Back to volunteer mode

 

[TL;DR] I retired as Data Analyst for Wikimedia Foundation

 

Dear friends, wikimedians, colleagues, stats lovers,

 

This week I retired from my job as Data Analyst for the Wikimedia Foundation (WMF). I will continue to contribute as a volunteer, but my focus will be less on stats. I will leave that to my wonderful colleagues in the WMF Analytics Team, who already did a great job on migrating and redesigning many stats reports, in particular traffic stats [1]. I wish the team well with executing the second phase of the transition, the dump-based Wikistats reports [2], which is delayed, but ongoing.

 

Last week I published the final version of Wikistats 1 reports. Reason: the scripts were never designed for maintainability, so handover was always deemed infeasible [3]. Continued publication of non-curated reports would be a liability, and therefore not an option.

 

Here are parting thoughts, on the role of stats, within our movement and in general:

 

Rationale for Wikistats

The rationale of Wikistats as I see it: in early years it served to convince ourselves and the world (reporters mainly) that our dramatic growth was real. Today it serves foremost to motivate contributors that they have ample reason to be proud, that their contributions made and make an astonishing difference in the world.

 

On my role as Data Analyst

Part of the role of Data Analyst is to get the numbers right. Part is to bring out overall patterns, and facilitate insights . [4] It’s a daunting task to help seeing the wood from the trees, even in the best of circumstances. In other words, to present information rather than raw data. I know my endless tables were often seen as non-informative. These were indeed somewhat dull intermediate aggregations (not raw data). In contrast, my trend charts and visualizations should be valued differently. Those are by nature more ambitious, and even are optimized for a different audience.

 

BTW Wikistats 1 too often proved a hindrance towards exporting these numbers for further analysis elsewhere. W2 is doing a much better job here, as it is in other aspects.

 

On bringing perspective

Too often people (who took the role of experts) raised alarms about the future of Wikipedia. Be it in a PhD thesis, or an interview at a major news network, or a strategy report. After 2007 a decline in contributors on English Wikipedia set in, but continued extremely slowly.
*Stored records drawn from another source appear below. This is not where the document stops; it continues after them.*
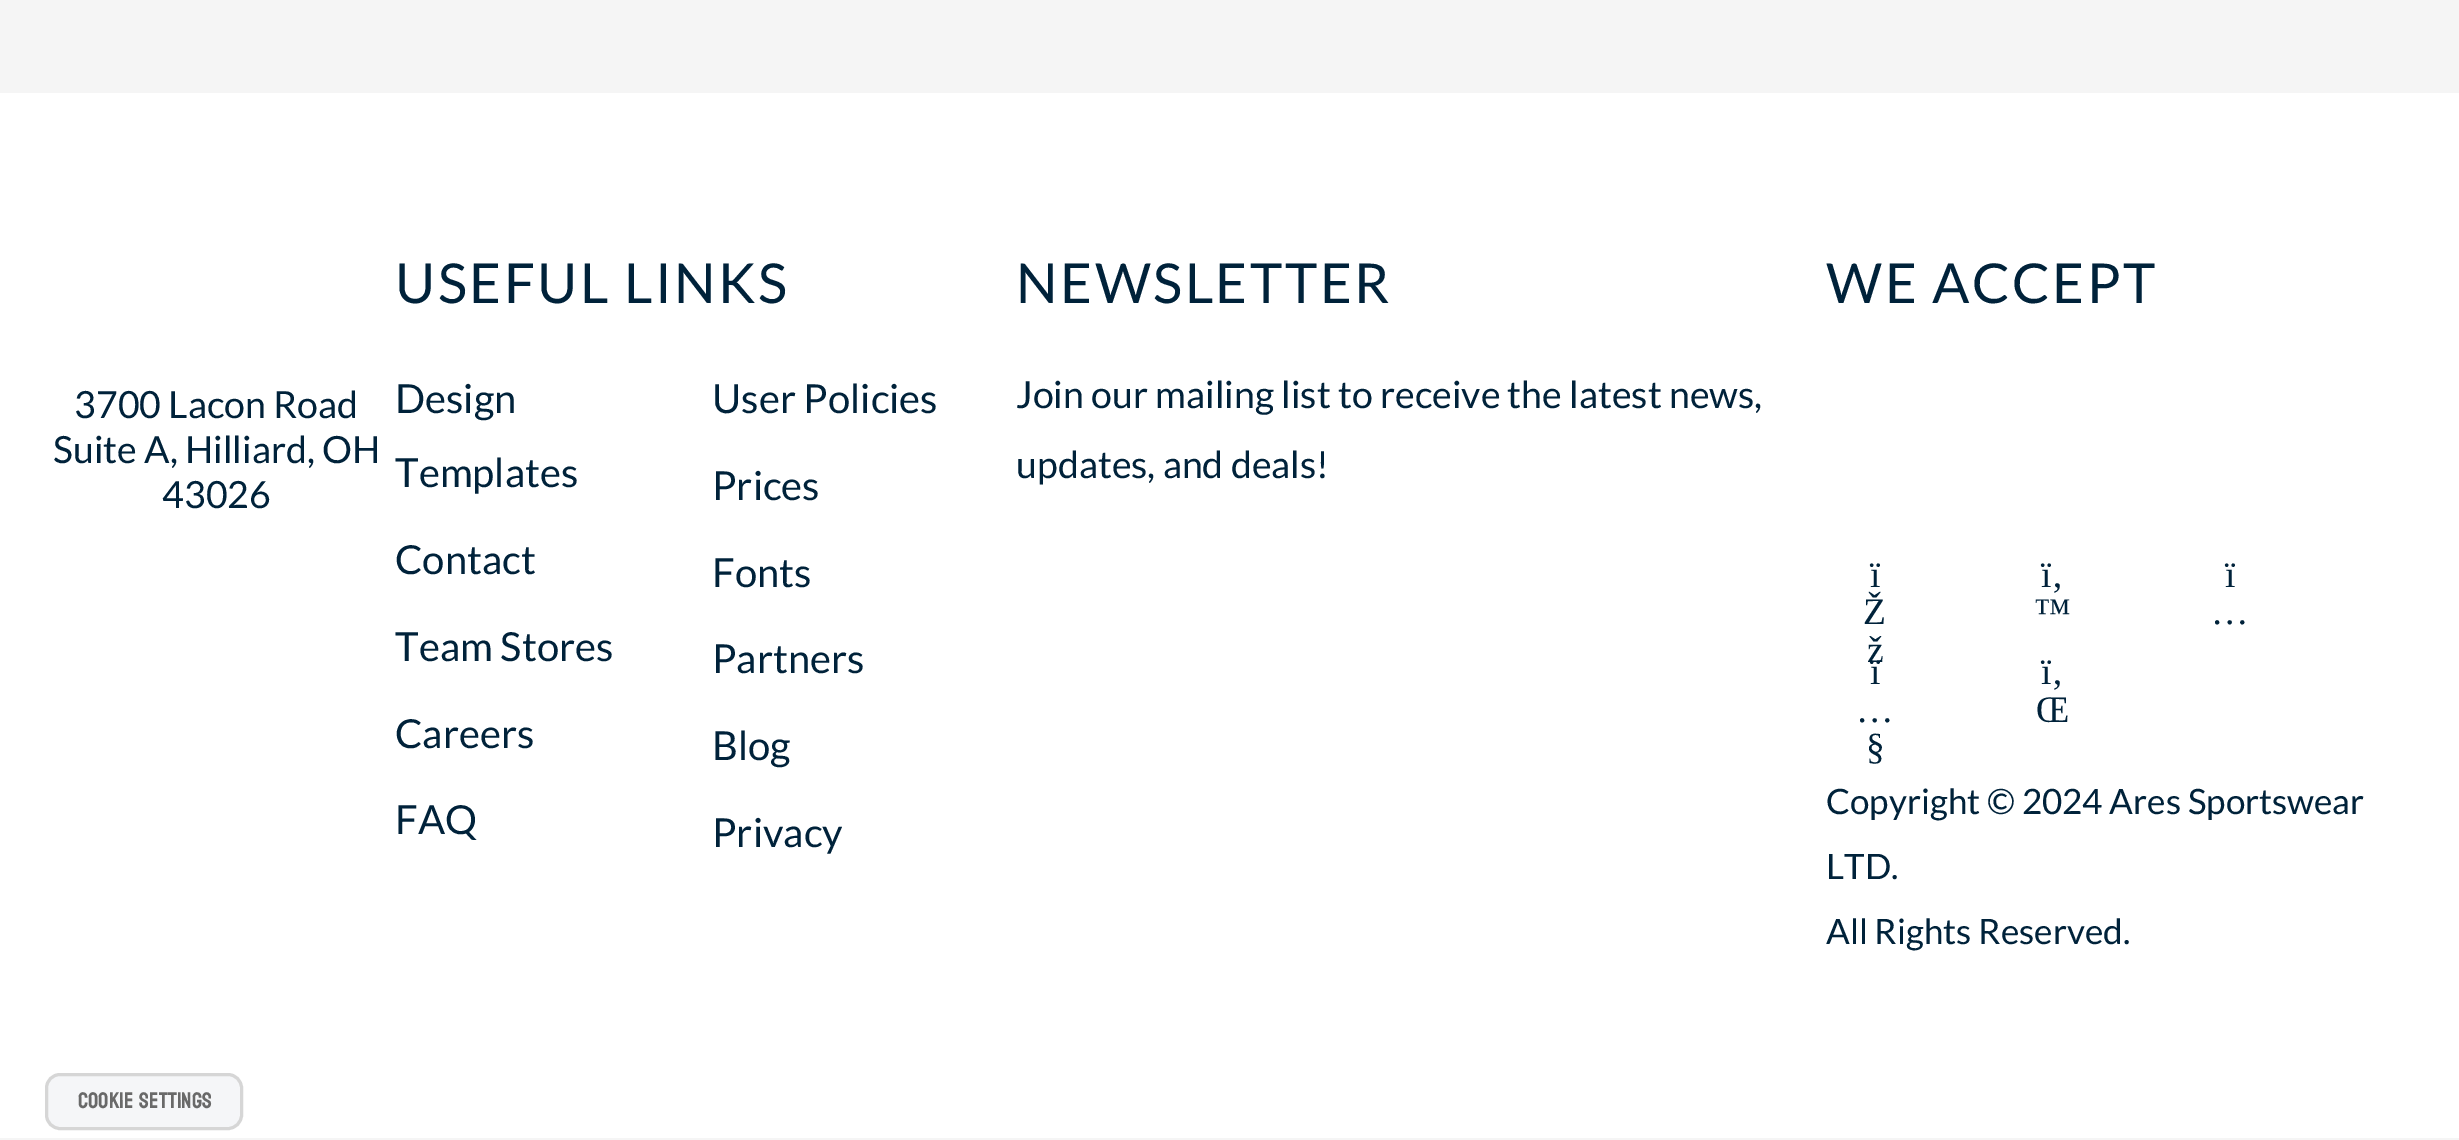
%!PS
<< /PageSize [2459 1140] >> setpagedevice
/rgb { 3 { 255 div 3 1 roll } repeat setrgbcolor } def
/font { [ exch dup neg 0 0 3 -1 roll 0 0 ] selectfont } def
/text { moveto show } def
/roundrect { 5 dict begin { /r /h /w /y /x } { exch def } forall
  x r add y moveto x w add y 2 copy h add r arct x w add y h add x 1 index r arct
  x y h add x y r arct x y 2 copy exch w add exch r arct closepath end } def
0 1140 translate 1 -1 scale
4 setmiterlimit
245 245 245 rgb
0 0 2459 1140 rectfill
255 255 255 rgb
0 93 2459 1045 rectfill
245 246 248 rgb
46.5 1074.5 195 54 13.5 roundrect gsave fill grestore
214 214 214 rgb
3 setlinewidth
stroke
/Lato-Regular 37.5 font
0 34 58 rgb
(3700 Lacon Road) 74 418 text
(Suite A, Hilliard, OH) 53 463 text
(43026) 162 508 text
/Lato-Regular 55 font
395 303 moveto 2.5 0 (USEFUL LINKS) ashow
/Lato-Regular 40 font
(Design) 395 413 text
(Templates) 395 487 text
(User Policies) 712 413 text
(Prices) 712 500 text
(Contact) 395 574 text
(Fonts) 712 587 text
(Team Stores) 395 661 text
(Partners) 712 673 text
(Careers) 395 748 text
(Blog) 712 760 text
(FAQ) 395 834 text
(Privacy) 712 847 text
/Lato-Regular 55 font
1016 303 moveto 2.5 0 (NEWSLETTER) ashow
/Lato-Regular 37.5 font
(Join our mailing list to receive the latest news,) 1016 408 text
(updates, and deals!) 1016 478 text
/Lato-Regular 55 font
1826 303 moveto 2.5 0 (WE ACCEPT) ashow
/LiberationSerif-Regular 37.5 font
(ï) 1870 587 text
(Ž) 1863 624 text
(ž) 1867 662 text
(ï‚) 2041 587 text
(™) 2034 624 text
(ï) 2225 587 text
(…) 2211 624 text
(ï) 1870 684 text
(…) 1856 722 text
(§) 1866 759 text
(ï‚) 2041 684 text
(Œ) 2036 722 text
/Lato-Regular 35 font
(Copyright © 2024 Ares Sportswear) 1826 814 text
(LTD.) 1826 879 text
(All Rights Reserved.) 1826 944 text
/Koulen-Regular 22.5 font
105 105 105 rgb
(Cookie Settings) 78 1108 text
showpage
Even when it has never happened in many other languages, even when this may be attributed partly to a coming of age of the movement, and/or the novelty effect wearing off. I remember comments like ‘Wikipedia is nose-diving’, ‘Volunteers are leaving Wikipedia by droves’ and ‘Wikipedia may well cease to exist in 5 years time’ (said over 10 years ago). I regard these as unhelpful hyperboles, irresponsible over-extrapolations. I did my best to put this into perspective.

 

On memes

Wikipedia took the world by storm with astounding growth figures. There is an element of addiction in surpassing expectations time and again. It may help us with the fundraiser to dazzle the public with ever higher numbers, but we might lose in credibility. Some stats went that direction, at least on the meme level. We still boast about our numbers, using ever extremer inclusion criteria. Prime example: 300 wikipedias is what one might even be called ‘fake stats’. Make that 150 active wikis (with 5+ active contributors), or at most 175 with at least 3 active contributors [5] (is a wiki with one or two active contributors even a functioning wiki?).

 

At Wikimania London (2014) I talked about how we should err on the side of modesty. That message never came across. I started to have a discussion on this within WMF but failed to bring this to fruition. My bad.

 

Thanks much!

In early years of Wikistats, as a volunteer, I was naturally self-steering. I always closely following mailing list discussions, in order to contribute with stats where-ever our community seemed passionate about. I joined WMF as an employee early on, over 10 years ago. I am very grateful that in my WMF years I was allowed to steer by my own intuition mostly, even when my work was embedded in a so much expanding organization.

 

Analysis requires dialogue and constructive criticism. I am grateful for every inquisitive remark, expression of doubt, demand for proof, challenge to a different interpretation I received over the years. 

 

I want to thank my colleagues at WMF for their friendly cooperation and support. I also learned so much from you all. You guys rock!

 

I want to thank wikimedian Nemo specifically, for volunteering many years of support for Wikistats, educating others, tracking bugs, doing housekeeping, making informed inquiries. Nemo, nobody (pun intended) motivated me to continue like you did.

 

Work ahead

In 2019 I hope to continue with a tree mapping volunteer project for Leiden, which my wife Carolina and I started last summer. It’s a mashup of OpenStreetMap, Commons and Wikipedia [7]. We first focused on a lovely park in the center of Leiden (once a cemetery) and hope to extend the project to the larger park around our city center (Singelpark), which our city council aims to rebrand as ‘the longest park in The Netherlands’.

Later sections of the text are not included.